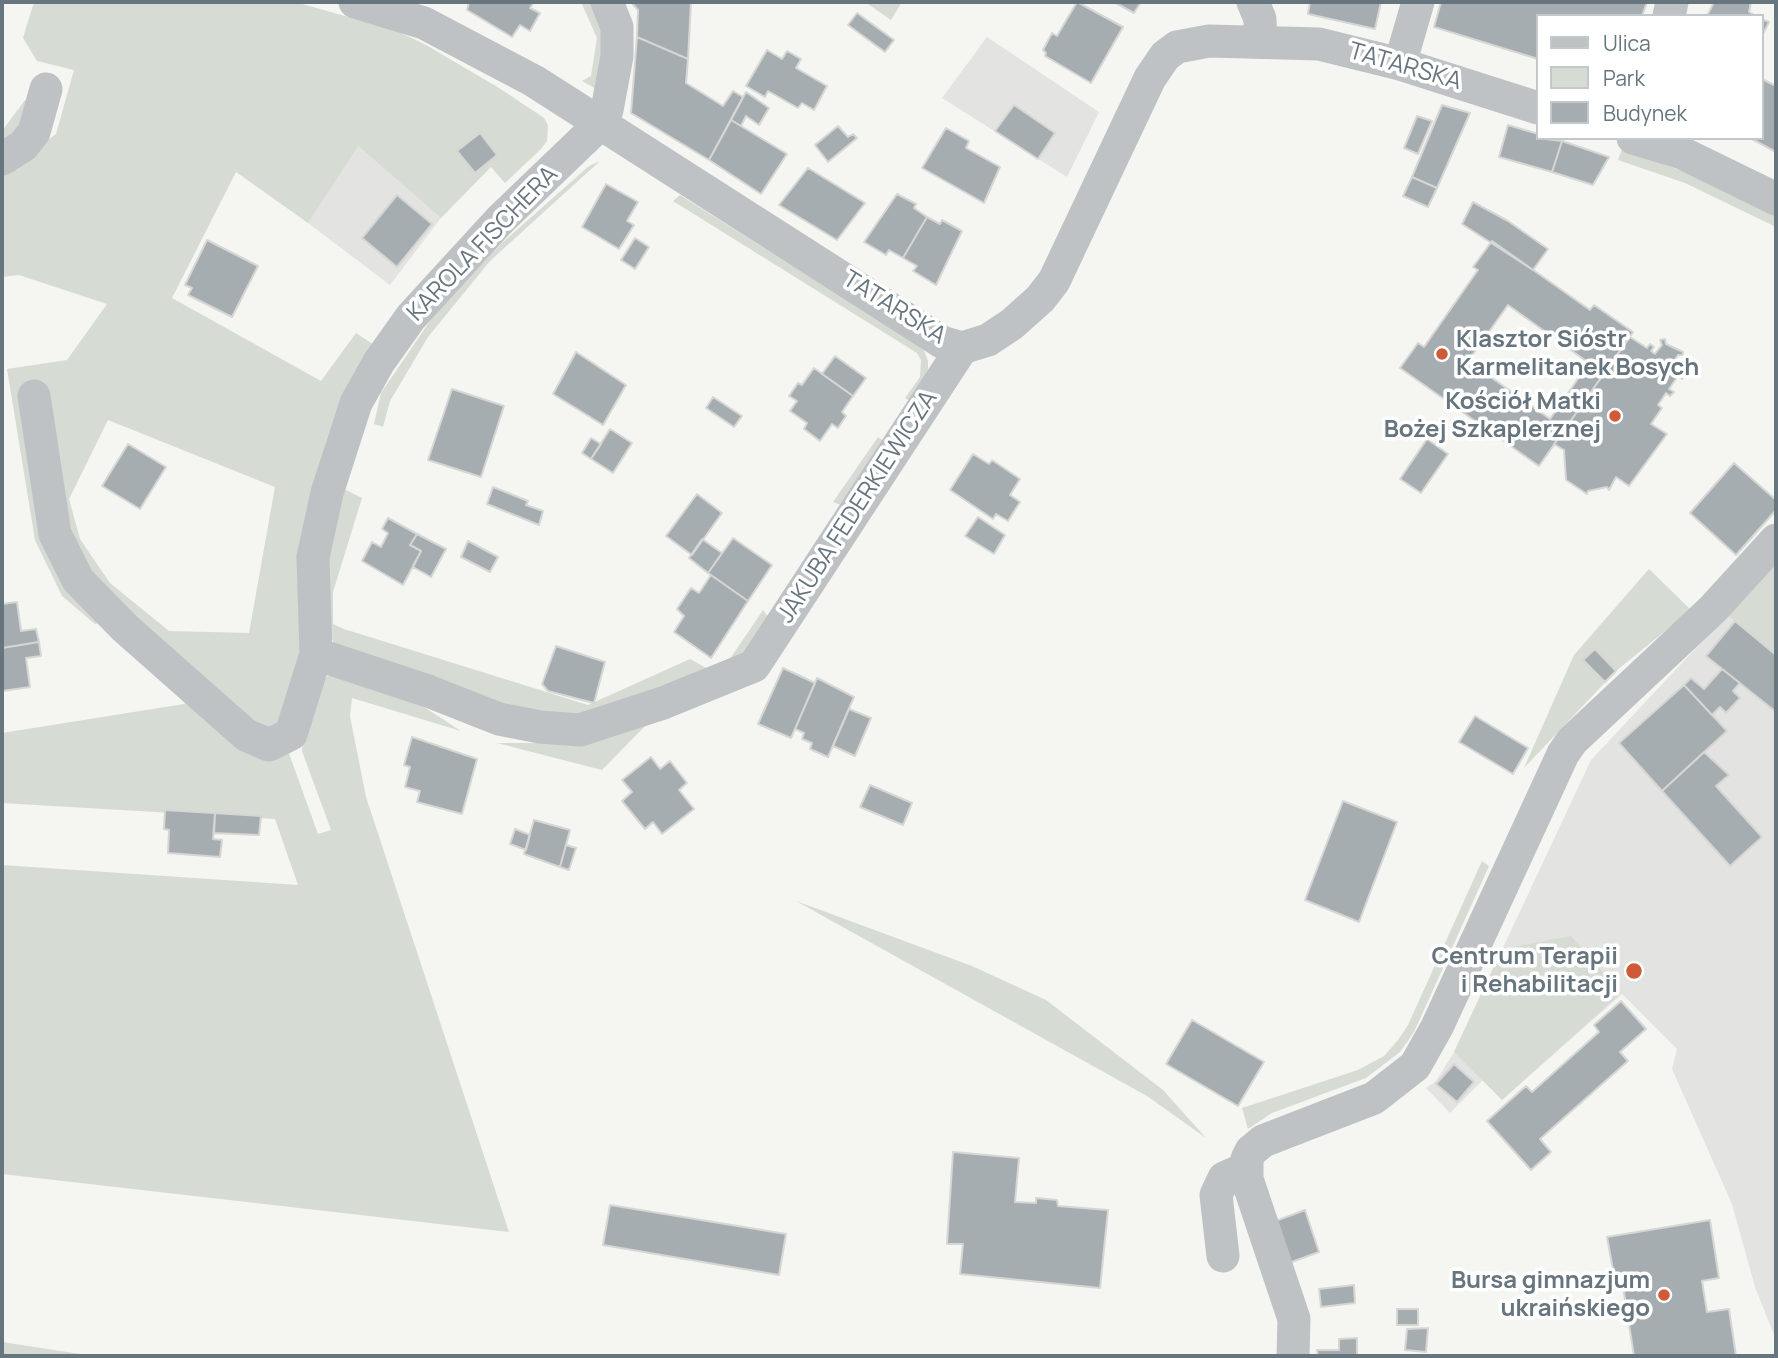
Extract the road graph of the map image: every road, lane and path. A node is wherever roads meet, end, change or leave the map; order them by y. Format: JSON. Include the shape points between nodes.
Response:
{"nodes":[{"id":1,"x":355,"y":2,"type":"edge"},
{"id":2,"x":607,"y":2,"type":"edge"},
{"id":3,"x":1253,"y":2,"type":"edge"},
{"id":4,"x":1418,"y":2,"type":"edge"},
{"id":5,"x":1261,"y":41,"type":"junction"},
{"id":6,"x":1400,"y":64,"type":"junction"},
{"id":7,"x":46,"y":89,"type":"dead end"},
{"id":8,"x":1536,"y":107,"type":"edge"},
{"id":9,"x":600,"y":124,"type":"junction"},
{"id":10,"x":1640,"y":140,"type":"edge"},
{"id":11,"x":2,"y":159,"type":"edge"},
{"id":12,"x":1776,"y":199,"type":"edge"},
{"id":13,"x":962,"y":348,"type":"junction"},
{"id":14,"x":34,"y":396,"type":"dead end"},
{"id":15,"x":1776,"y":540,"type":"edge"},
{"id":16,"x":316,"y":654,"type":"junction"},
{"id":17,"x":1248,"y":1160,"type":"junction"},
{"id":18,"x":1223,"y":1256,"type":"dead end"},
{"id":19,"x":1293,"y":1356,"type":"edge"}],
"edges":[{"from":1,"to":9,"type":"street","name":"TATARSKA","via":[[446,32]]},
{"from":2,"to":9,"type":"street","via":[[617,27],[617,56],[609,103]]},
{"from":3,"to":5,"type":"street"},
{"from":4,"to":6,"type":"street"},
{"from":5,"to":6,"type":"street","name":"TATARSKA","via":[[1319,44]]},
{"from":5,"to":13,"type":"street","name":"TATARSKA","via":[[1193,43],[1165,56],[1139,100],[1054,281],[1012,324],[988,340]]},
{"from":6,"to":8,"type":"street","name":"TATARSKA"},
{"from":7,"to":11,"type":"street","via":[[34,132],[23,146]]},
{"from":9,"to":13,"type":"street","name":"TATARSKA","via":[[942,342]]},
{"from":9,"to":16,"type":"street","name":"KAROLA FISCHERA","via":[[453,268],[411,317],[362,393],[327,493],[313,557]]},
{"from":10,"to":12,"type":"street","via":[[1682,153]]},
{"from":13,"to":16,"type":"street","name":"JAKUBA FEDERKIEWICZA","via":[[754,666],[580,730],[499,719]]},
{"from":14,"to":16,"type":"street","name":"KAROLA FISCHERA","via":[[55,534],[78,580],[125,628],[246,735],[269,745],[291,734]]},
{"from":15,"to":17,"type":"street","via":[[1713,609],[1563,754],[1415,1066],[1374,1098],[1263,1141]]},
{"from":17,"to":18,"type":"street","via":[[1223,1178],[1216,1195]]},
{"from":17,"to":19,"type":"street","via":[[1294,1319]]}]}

※ ※ ※

* _Task details_: Copy each line of the listing that carries the word "dead".

* _Written answer_:
{"id":7,"x":46,"y":89,"type":"dead end"},
{"id":14,"x":34,"y":396,"type":"dead end"},
{"id":18,"x":1223,"y":1256,"type":"dead end"},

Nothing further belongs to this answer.